Other Literary Forms
Frank D. Gilroy’s career as a writer has been devoted primarily to drama, although he collaborated with his wife, Ruth G. Gilroy, on a children’s book, Little Ego (1970), and he is also the author of two novels: Private (1970), a fictionalized account of his experiences in the army, and From Noon Till Three: The Possibly True and Certainly Tragic Story of an Outlaw and a Lady Whose Love Knew No Bounds (1973), a Western with a comic twist.

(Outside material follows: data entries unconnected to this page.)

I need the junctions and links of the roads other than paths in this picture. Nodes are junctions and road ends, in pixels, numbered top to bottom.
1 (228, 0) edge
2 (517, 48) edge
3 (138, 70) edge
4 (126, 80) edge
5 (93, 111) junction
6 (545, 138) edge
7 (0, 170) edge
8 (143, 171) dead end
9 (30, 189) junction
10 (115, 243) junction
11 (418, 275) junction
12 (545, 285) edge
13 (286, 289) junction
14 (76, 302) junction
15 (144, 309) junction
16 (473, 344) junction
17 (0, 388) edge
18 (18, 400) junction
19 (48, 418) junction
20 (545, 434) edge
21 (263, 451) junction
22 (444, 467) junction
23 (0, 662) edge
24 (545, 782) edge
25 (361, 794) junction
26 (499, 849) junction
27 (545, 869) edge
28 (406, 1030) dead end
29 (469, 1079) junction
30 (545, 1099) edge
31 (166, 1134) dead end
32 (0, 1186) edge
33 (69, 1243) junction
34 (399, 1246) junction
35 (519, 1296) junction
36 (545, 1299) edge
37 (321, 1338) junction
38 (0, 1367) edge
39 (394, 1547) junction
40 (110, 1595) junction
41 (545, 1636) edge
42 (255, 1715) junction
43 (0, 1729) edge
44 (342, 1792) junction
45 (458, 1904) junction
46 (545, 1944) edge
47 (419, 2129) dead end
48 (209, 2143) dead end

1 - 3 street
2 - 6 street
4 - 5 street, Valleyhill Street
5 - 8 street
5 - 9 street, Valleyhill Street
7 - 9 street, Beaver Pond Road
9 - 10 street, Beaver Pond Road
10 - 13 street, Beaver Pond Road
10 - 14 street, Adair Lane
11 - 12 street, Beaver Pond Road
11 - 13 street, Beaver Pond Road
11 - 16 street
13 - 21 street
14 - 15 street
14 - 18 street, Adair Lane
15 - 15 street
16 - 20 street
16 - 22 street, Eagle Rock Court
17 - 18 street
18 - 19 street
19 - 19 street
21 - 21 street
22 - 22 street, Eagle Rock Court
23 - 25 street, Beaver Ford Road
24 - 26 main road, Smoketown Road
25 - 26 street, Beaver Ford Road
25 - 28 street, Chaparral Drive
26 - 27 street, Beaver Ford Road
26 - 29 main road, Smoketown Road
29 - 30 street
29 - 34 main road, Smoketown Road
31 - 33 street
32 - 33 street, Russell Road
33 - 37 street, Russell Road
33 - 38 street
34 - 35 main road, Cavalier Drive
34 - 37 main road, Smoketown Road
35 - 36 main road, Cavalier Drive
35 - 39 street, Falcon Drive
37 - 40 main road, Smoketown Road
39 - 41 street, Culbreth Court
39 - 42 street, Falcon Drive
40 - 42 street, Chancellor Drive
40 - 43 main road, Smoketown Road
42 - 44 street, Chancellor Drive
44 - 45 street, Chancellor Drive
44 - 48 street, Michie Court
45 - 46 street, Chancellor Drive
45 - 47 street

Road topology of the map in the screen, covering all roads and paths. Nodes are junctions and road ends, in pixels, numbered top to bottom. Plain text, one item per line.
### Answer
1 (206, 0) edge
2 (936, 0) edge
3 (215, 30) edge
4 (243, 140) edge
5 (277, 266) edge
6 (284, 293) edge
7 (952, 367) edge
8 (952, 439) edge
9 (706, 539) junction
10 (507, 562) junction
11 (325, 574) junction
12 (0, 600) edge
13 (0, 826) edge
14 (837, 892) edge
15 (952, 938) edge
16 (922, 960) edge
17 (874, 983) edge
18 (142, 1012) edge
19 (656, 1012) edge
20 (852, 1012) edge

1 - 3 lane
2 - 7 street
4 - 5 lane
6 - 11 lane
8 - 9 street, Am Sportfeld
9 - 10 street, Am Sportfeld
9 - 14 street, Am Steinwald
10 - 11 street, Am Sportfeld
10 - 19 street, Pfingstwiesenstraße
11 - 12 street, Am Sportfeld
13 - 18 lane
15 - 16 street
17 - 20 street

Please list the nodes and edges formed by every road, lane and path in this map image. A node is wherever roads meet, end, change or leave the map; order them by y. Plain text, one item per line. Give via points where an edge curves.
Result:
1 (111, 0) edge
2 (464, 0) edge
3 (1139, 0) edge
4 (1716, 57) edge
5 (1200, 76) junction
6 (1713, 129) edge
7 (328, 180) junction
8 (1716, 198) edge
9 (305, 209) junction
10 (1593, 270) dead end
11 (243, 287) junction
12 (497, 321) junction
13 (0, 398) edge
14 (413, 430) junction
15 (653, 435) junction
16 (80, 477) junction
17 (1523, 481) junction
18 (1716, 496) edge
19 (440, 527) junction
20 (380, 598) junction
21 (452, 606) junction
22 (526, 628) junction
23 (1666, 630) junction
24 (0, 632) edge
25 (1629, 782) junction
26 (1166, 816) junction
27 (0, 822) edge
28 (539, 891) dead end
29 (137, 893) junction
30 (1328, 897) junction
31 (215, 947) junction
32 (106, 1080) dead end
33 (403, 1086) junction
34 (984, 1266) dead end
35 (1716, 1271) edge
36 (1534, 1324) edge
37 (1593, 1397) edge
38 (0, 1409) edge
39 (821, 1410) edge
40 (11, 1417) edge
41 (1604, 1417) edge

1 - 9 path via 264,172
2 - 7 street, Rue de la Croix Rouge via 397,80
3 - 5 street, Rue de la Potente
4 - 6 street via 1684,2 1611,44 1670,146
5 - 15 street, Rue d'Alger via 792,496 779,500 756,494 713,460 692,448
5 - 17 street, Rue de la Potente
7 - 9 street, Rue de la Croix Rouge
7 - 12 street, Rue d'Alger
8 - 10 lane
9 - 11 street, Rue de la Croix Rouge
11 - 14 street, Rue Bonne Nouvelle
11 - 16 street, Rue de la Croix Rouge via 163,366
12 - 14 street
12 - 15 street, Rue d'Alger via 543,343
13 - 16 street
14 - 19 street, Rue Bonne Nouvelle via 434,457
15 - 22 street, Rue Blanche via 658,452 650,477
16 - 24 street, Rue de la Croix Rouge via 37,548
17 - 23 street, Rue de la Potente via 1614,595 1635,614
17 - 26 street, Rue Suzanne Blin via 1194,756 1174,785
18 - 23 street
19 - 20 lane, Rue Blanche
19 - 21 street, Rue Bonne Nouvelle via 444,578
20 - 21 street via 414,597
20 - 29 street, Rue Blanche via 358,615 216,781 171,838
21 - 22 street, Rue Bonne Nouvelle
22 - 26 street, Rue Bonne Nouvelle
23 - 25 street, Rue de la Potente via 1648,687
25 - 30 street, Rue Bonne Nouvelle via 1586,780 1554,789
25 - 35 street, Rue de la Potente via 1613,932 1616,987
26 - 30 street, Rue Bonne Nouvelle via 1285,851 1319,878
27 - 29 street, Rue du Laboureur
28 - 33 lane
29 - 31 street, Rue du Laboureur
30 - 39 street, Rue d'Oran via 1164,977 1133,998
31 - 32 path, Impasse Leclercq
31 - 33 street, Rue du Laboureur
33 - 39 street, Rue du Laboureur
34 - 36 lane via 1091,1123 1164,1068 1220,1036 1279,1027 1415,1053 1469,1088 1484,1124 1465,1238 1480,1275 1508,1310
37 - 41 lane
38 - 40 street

In addition, Gilroy has had an active career as a television scriptwriter and as a screenwriter. During the 1950’s, he was a contributor to many of the television programs that stimulated a new interest in drama in the United States: Studio One, Kraft Theatre, U.S. Steel Hour, Playhouse 90, Omnibus, Lux Video Theater, the Armstrong Theater, and The Dick Powell Show. Gilroy’s screenwriting career developed initially out of his work for television. The Last Notch (1954), a Western drama he wrote for television, became the source of his first screenplay, The Fastest Gun Alive (1956). In the 1960’s, he adapted two of his own plays for the screen, The Subject Was Roses (1968) and The Only Game in Town (1969). In the 1970’s, Gilroy was the director as well as the writer of Desperate Characters (1971), Once in Paris (1978), and the film version of From Noon Till Three (1976). In 1998, Gilroy’s Money Plays won a Writers’ Guild Association Award for best original comic film script of that year.
Achievements
Frank D. Gilroy’s most impressive accomplishment has been his ability to master the techniques of three genres of drama, television, film, and the theater, and to gain recognition for his writings in each field. He not only wrote for television during its golden age; he was one of the playwrights who made it golden. In addition to his national reputation as a playwright, Gilroy became nationally known as a screenwriter when he adapted his play The Subject Was Roses for film. Patricia Neal was nominated for an Academy Award for her role as Nettie Cleary, and Jack Albertson won the Academy Award for Best Supporting Actor in the role of John Cleary. In 1971, Gilroy received international attention as writer, director, and producer of Desperate Characters, which won a Silver Bear Award at the Berlin Film Festival.
Gilroy’s achievements and contributions as a stage writer form the basis for his place in American literature. His reputation as a dramatist is assured by the literary and theatrical merits of Who’ll Save the Plowboy? and The Subject Was Roses. Not only have his first two plays been more highly regarded by critics and audiences than his later works, but also they continue to be produced. Who’ll Save the Plowboy? won the Obie Award for the best American play produced Off-Broadway during the 1961-1962 season. The Subject Was Roses was the choice of many as the best play of 1964-1965; it won the Outer Circle Award (1964), the New York Drama Critics Circle Award (1964), the New York Theatre Club Award (1964-1965), the Tony Award (1965), and the Pulitzer Prize in Drama (1965). Gilroy received an honorary doctor of letters degree from Dartmouth College in 1966.
Gilroy has also been recognized by his fellow dramatists as a spokesperson and advocate for the writing profession. His well-publicized campaign to get and keep The Subject Was Roses on the stage set an example for other playwrights in challenging the play-financing establishment and in having drama produced on the playwright’s own terms. In 1965, he filed suit against two publishers, a television network, and two television production companies for misappropriating his property as a writer. When Gilroy won his case eleven years later (1976), his lawyer, Robert Ehrenbard, was quoted in Publishers Weekly as saying, “It is a very important victory for writers and supports their rights in a way that the law hasn’t done before.” It is evidently for efforts such as these that Gilroy was chosen to be a member of the Council of the Dramatists Guild and then its president (1969-1971).